どうして、詐欺に加担しながら、ハード過ぎる、精神崩壊しそうなタスクが追加されるのでしょう。いや、さっさと、星に還るのが一番なんですけれど。


「包丁も、やっとまともに直視出来るようになったところだったしね。指示を聞いて、さらに愛想を振りまくなんて、あなたには重い荷かもしれない、けど……」


取り乱す私。メヌエラさんはさすが2500年以上の時を過ごしているだけあってか、落ち着いた動作で私の背に優しく手を置きます。

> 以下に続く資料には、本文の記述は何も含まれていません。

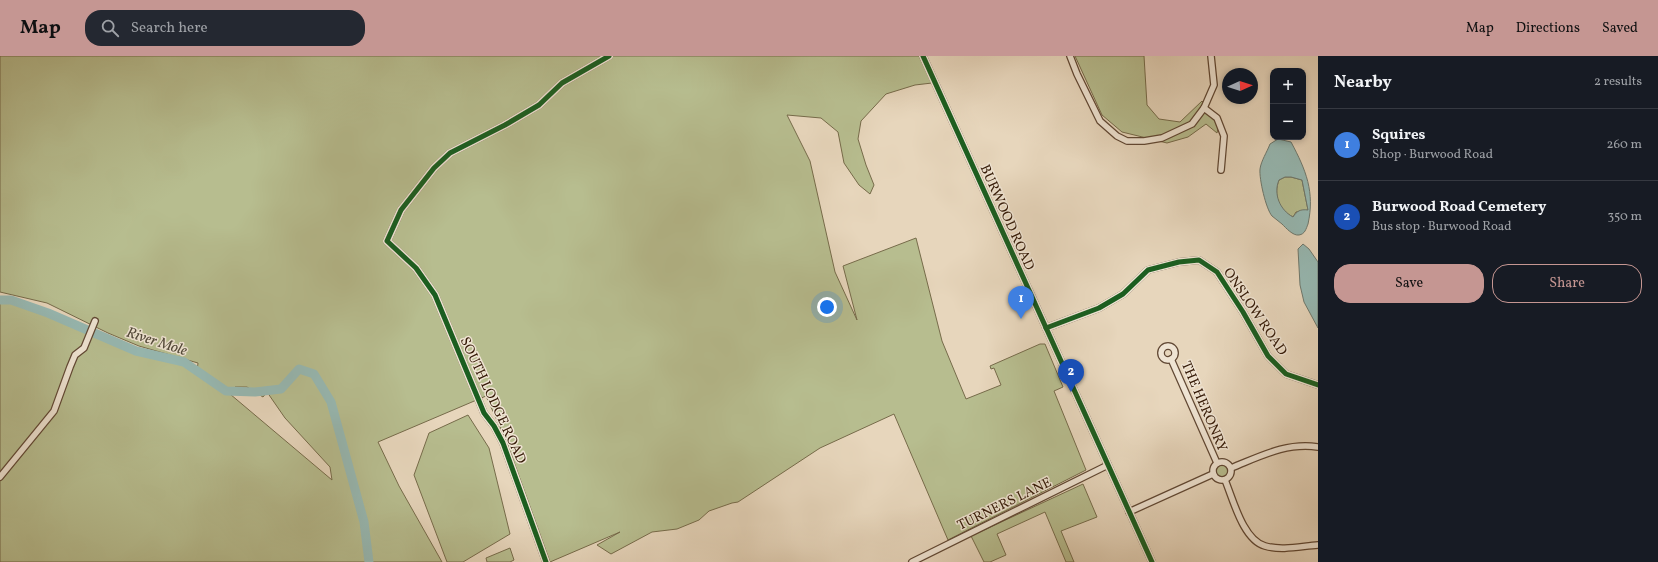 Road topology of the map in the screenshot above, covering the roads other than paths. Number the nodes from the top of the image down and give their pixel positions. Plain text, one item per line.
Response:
1 (596, 56) edge
2 (609, 56) edge
3 (923, 56) edge
4 (1070, 56) edge
5 (1211, 56) edge
6 (602, 60) junction
7 (1204, 108) junction
8 (1221, 170) dead end
9 (96, 321) dead end
10 (1046, 328) junction
11 (1171, 359) dead end
12 (1318, 385) edge
13 (1318, 447) edge
14 (1216, 463) junction
15 (1108, 465) junction
16 (1231, 468) junction
17 (1213, 474) junction
18 (0, 477) edge
19 (1225, 480) junction
20 (1129, 512) junction
21 (1318, 545) edge
22 (546, 562) edge
23 (912, 562) edge
24 (1152, 562) edge

1 - 6 street
2 - 6 street
3 - 10 street, BURWOOD ROAD
4 - 7 street
5 - 7 street
6 - 22 street, SOUTH LODGE ROAD
7 - 8 street
9 - 18 street
10 - 12 street, ONSLOW ROAD
10 - 15 street, BURWOOD ROAD
11 - 14 street, THE HERONRY
13 - 16 street
14 - 16 street
14 - 17 street
15 - 20 street, BURWOOD ROAD
15 - 23 street, TURNERS LANE
16 - 19 street
17 - 19 street
17 - 20 street
19 - 21 street
20 - 24 street, BURWOOD ROAD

「いっそのこと、そのお見合いをあえて受けて、恋は気持ちだけじゃ成立しないと、証明してきて差し上げなさい!」

「あえて、受ける……?」

「そ、家に行って、ドジってコンロで火事でも起こして来たら、本当に嫌いになってくれるかも」

「う、うう……それもそれで怖いけど、少なくとも何かやらかせば、二度と詐欺に加担させようなんて言ってこないかもしれないですね! ただ、それは最終手段……家のことが好きなら、家に、好きですと伝えないと、と思うんです」

「何が出来るかどうかなんて、関係ないぞ!」


唐突に言えの窓が開いて、剥げた知らないおじさんが出てきた。



「大事なのは、愛情なんだ!」

「家のことを恋愛対象に思っている人の愛情ですか!?」



家が好きだから、家の為に、私とお見合いするだなんて、なんて自己犠牲なのだろう。

だからこそ、家と幸せになってもらいたい。


「そこじゃないわよ、何他人んちの窓開けてんの!?」 メヌエラさんが驚く。

「ジョギングしていたら話が聞こえたんだよ! お見合いをするらしいな!」



「そ、そうですけど……家に性的な感情がある人が、私の愛情なんてあるんですかね?」


ぶっちゃけ感情とかどうでもいいのだが。


「お前さんの気持ちはどうなんだ?」

「話聞いてたんじゃないんですか!?」

でかい剥げが、腕組みをする。


どっちだよ!!!!!

「気持ちなんてわからないですよ! 呼吸をして、食べるものがあって、行動がある! それだけが世界を回してるんです!!! 誰かを好きになりなさいだとか、そういうことを命令された日なんて、星に居た頃はぜー---んぜんなかったのに!!!!ひどすぎる!!!!!」


 うわぁっ、と、その場に蹲る。


「掃除をしなさいとか、これを食べなさいとかならわかるけど、なにその、漠然とした指示!!!!!何すればいいのよ!!!!!!!なんでこんな嘘つかなきゃいけないんだ!!!!嘘つくのって苦手なのに!!!!!!!!!」



「うーむ……」

「ね? この子には、いろいろと欠如しているのよ。むしろあり過ぎるのかしら……」

メヌエラさんと、剥げがひそひそと話し合う。聞こえてるぞ。




みんなに嘘を吐けと言われた事、結局何をさせられるか分からない事、家を好きな事、そもそも相手が謎な事、全てがストレスを予感させていた。



「今までは、何をしていたんだ?」


男が聞いてきて、私はいつも通りに答えた。


「普通に過ごしてますが……全部私の行動は代理人がやるので。食事や睡眠や、何か学習とかくらいです。対人とかはやるべき仕事があるとしても、今まで外のみんなは勝手に私を避けていくので、そもそも会話しないし、代理人が運んでくるものを食べて、私の代わりに代理人が言葉を話してくれました! 今回のワープに、代理人も居ないことが初めてなんですけど、お見合いは代理人がしないのかな?」


「代理人? それは何の文化なんだ? この国には無いが……」


そう。

なんと、この国?には、本気で代理人が居ない。


 今まで、あれをやりたいと思うと率先してやって、食べたいと思うと率先して食べて、

言いたいと思うと率先して自分の代理をしてくれる人。

 昔居たところでは代理人のリンちゃん、と呼んで、画面越しの世界のように、代理を眺めて、行動した結果、に伴うリンちゃんを通してあらゆることをしていたのだけれど。


「と、とにかく、食べるとか、寝るとかしか、わからない……」

「まぁ、そう深く考えること無いわよ。当たって砕けろっていうし!」

落ち込みかけた私の肩を叩いてメヌエラさんが豪快に笑う。

おじさんもジョギングに戻っていった。